Essai clinique de Rennes : la molécule du laboratoire Bial en cause
La molécule du laboratoire portugais Bial testée à Rennes a causé l'accident survenu en janvier lors de cet essai clinique, estime un groupe d'experts qui pointe notamment un effet d'accumulation des doses administrées mais aussi les antécédents médicaux de certains volontaires.
"C'est clairement la molécule qui est en cause. L'élément commun entre les victimes, c'est bien la molécule", a commenté Dominique Martin, directeur général de l'Agence nationale de sécurité du médicament (ANSM) après la publication lundi soir du premier rapport de ce groupe, mis en place par l'ANSM. Cette molécule "BIA 10-2474" avait principalement des visées antidouleur.
Six volontaires, participant à l'essai clinique de Phase 1 de cette substance, avaient été hospitalisés en janvier à Rennes et l'un d'eux était décédé. Quatre des survivants présentaient des lésions cérébrales et un autre aucune.
Les experts notent le "caractère stupéfiant et inédit" de cet accident, "ne s'apparentant a priori à rien de connu". Ils relèvent toutefois que des volontaires étaient relativement âgés pour ce type de tests (jusqu'à 49 ans) et que certains présentaient des facteurs de risque "vis-à-vis de certains effets indésirables médicamenteux" qui auraient dû conduire à les écarter.

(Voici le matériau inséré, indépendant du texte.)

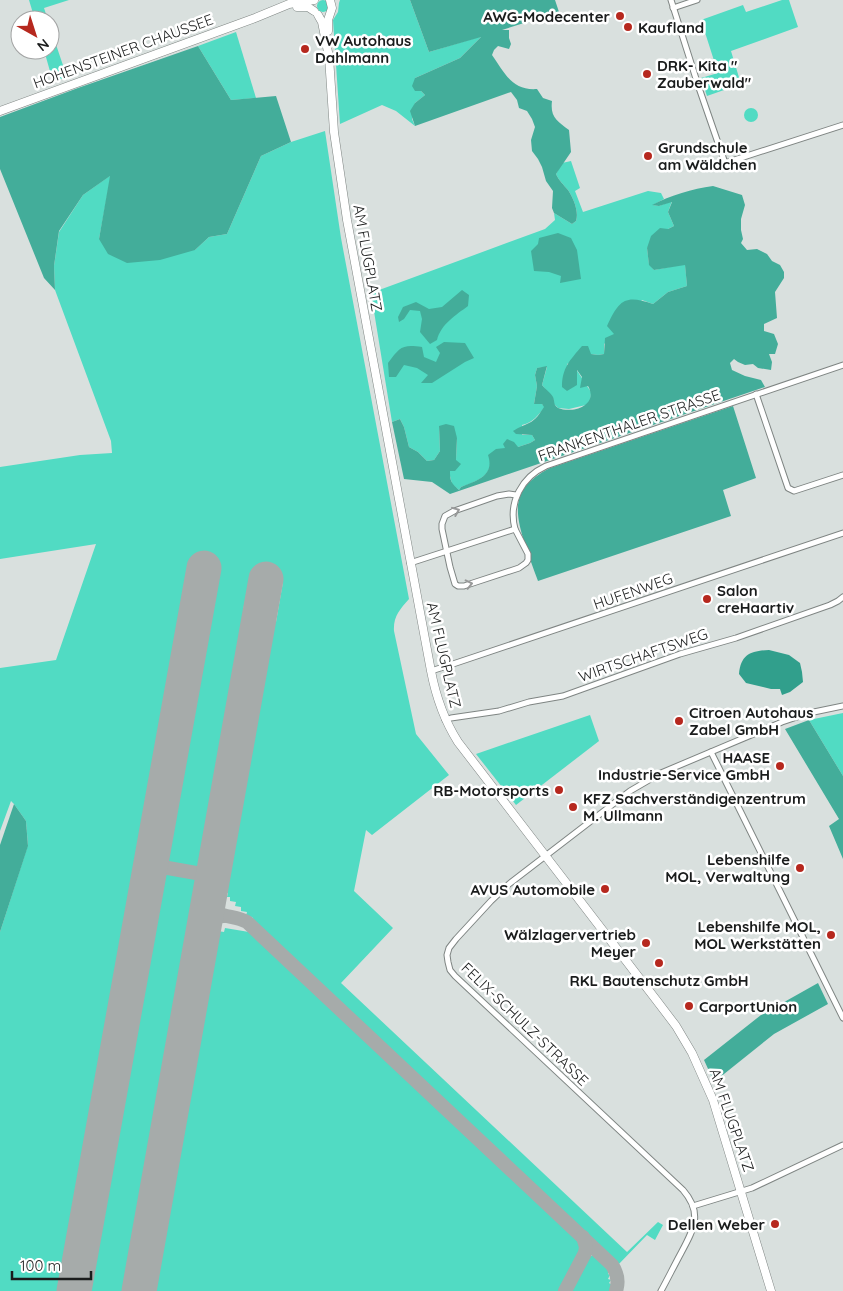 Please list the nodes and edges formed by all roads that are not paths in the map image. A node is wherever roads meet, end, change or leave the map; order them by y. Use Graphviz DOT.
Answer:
graph roads {
  1 [pos="315,0"];
  2 [pos="671,0"];
  3 [pos="697,0"];
  4 [pos="332,1"];
  5 [pos="283,8"];
  6 [pos="673,8"];
  7 [pos="316,13"];
  8 [pos="329,13"];
  9 [pos="329,57"];
  10 [pos="0,111"];
  11 [pos="843,125"];
  12 [pos="843,365"];
  13 [pos="756,394"];
  14 [pos="843,475"];
  15 [pos="516,495"];
  16 [pos="516,529"];
  17 [pos="843,533"];
  18 [pos="447,552"];
  19 [pos="410,563"];
  20 [pos="843,597"];
  21 [pos="431,671"];
  22 [pos="843,706"];
  23 [pos="445,720"];
  24 [pos="711,752"];
  25 [pos="546,856"];
  26 [pos="843,1018"];
  27 [pos="843,1145"];
  28 [pos="741,1192"];
  29 [pos="693,1206"];
  30 [pos="661,1291"];
  31 [pos="771,1291"];
  1 -- 5 [label="street, HOHENSTEINER CHAUSSEE"];
  1 -- 7 [label="street"];
  2 -- 6 [label="street"];
  3 -- 6 [label="street"];
  4 -- 8 [label="street, AM FLUGPLATZ"];
  5 -- 7 [label="street, HOHENSTEINER CHAUSSEE"];
  5 -- 10 [label="street, HOHENSTEINER CHAUSSEE"];
  6 -- 11 [label="street"];
  7 -- 8 [label="street, HOHENSTEINER CHAUSSEE"];
  7 -- 9 [label="street, AM FLUGPLATZ"];
  8 -- 9 [label="street, AM FLUGPLATZ"];
  9 -- 19 [label="street, AM FLUGPLATZ"];
  12 -- 13 [label="street, FRANKENTHALER STRASSE"];
  13 -- 14 [label="street"];
  13 -- 15 [label="street, FRANKENTHALER STRASSE"];
  15 -- 16 [label="street"];
  18 -- 15 [label="street, one-way"];
  16 -- 18 [label="street"];
  18 -- 16 [label="street, one-way"];
  17 -- 21 [label="street, HUFENWEG"];
  18 -- 19 [label="street"];
  19 -- 21 [label="street, AM FLUGPLATZ"];
  20 -- 23 [label="street, WIRTSCHAFTSWEG"];
  21 -- 23 [label="street, AM FLUGPLATZ"];
  22 -- 24 [label="street, FELIX-SCHULZ-STRASSE"];
  23 -- 25 [label="street, AM FLUGPLATZ"];
  24 -- 25 [label="street, FELIX-SCHULZ-STRASSE"];
  24 -- 26 [label="street"];
  25 -- 28 [label="street, AM FLUGPLATZ"];
  25 -- 29 [label="street, FELIX-SCHULZ-STRASSE"];
  27 -- 28 [label="street"];
  28 -- 29 [label="street"];
  28 -- 31 [label="street, AM FLUGPLATZ"];
  29 -- 30 [label="street"];
}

A côté de problèmes de tension par exemple, ils évoquent "un antécédent de traumatisme crânien grave" chez l'un d'eux. Selon une source proche des auteurs du rapport, il s'agit du volontaire décédé. Ces experts pointent aussi "un effet lié à la dose cumulée" de la molécule testée.
Ils observent en effet "l'absence de toxicité" de cette molécule "chez les autres volontaires dont certains avaient reçu une dose unique allant jusqu'à 100 mg ou des administrations répétées de 10 fois 20 mg, soit une dose cumulée de 200 mg". Les personnes hospitalisées avaient, elles, reçu 250 à 300 mg au total.
Les experts jugent également "problématique" le passage d'une dose quotidienne de 20 mg administrée à un groupe précédent à celle de 50 donnée aux victimes. Pour eux, les progressions dans les doses devraient être "plus raisonnables et prudentes". "Tout se passe comme si quelque chose lâchait ou basculait subitement à un seuil précis de dose ou de concentration", disent-ils.
La molécule "BIA 10-2474" appartient à une famille connue d'inhibiteurs d'une enzyme (la FAAH), qui empêchent la destruction de substances naturellement produites dans l'organisme ("endocannabinoïdes"), susceptibles d'apaiser la douleur et l'anxiété.
D'autres laboratoires ont abandonné le développement de molécules de cette famille à une étape plus avancée que l'essai de Rennes pour cause d'"inefficacité", notent les experts. Ils s'étonnent aussi que la molécule BIA 10-2474 ait été administrée aux volontaires à une dose plus de dix fois supérieure à celle censée être nécessaire pour bloquer complètement l'enzyme FAAH.
Selon eux, la molécule se serait fixée "sur d'autres enzymes cérébrales" que celle initialement visée, ce qui expliquerait les troubles neurologiques observés."Ceci suggère un effet hors-cible (de la molécule) pour expliquer l'accident", notent-ils.
Ils écartent en revanche un problème de fabrication ainsi que l'hypothèse d'une particularité génétique des victimes. Aucune trace de cannabis, d'alcool ou de psychotropes n'a non plus été décelée à ce jour chez elles.
Les experts relèvent en revanche des éléments "inhabituels" dans les tests préalables sur l'animal, même s'ils n'ont pas mis en évidence de toxicité comparable à celle de Rennes. Ils jugent ainsi "surprenant" que le laboratoire ait fait des tests sur quatre espèces (rat, souris, chien et singe), au lieu de deux habituellement pour des substances ciblant le cerveau. Ce qui soulève la question de savoir si le laboratoire soupçonnait une éventuelle toxicité de sa molécule.
Autre critique: la démonstration sur l'animal d'un effet antidouleur de la molécule est a priori "beaucoup trop sommaire pour poursuivre un développement, a fortiori chez l'homme". Autant de questions posées au laboratoire par le Comité. Ce dernier se réunira à nouveau le 24 mars pour établir ses conclusions définitives.
Mais il émet déjà des recommandations aux autorités françaises et internationales pour éviter un nouveau drame. Notamment une meilleure sélection des volontaires et une augmentation plus progressive des doses administrées. Des enquêtes judiciaire et sanitaires sont par ailleurs en cours.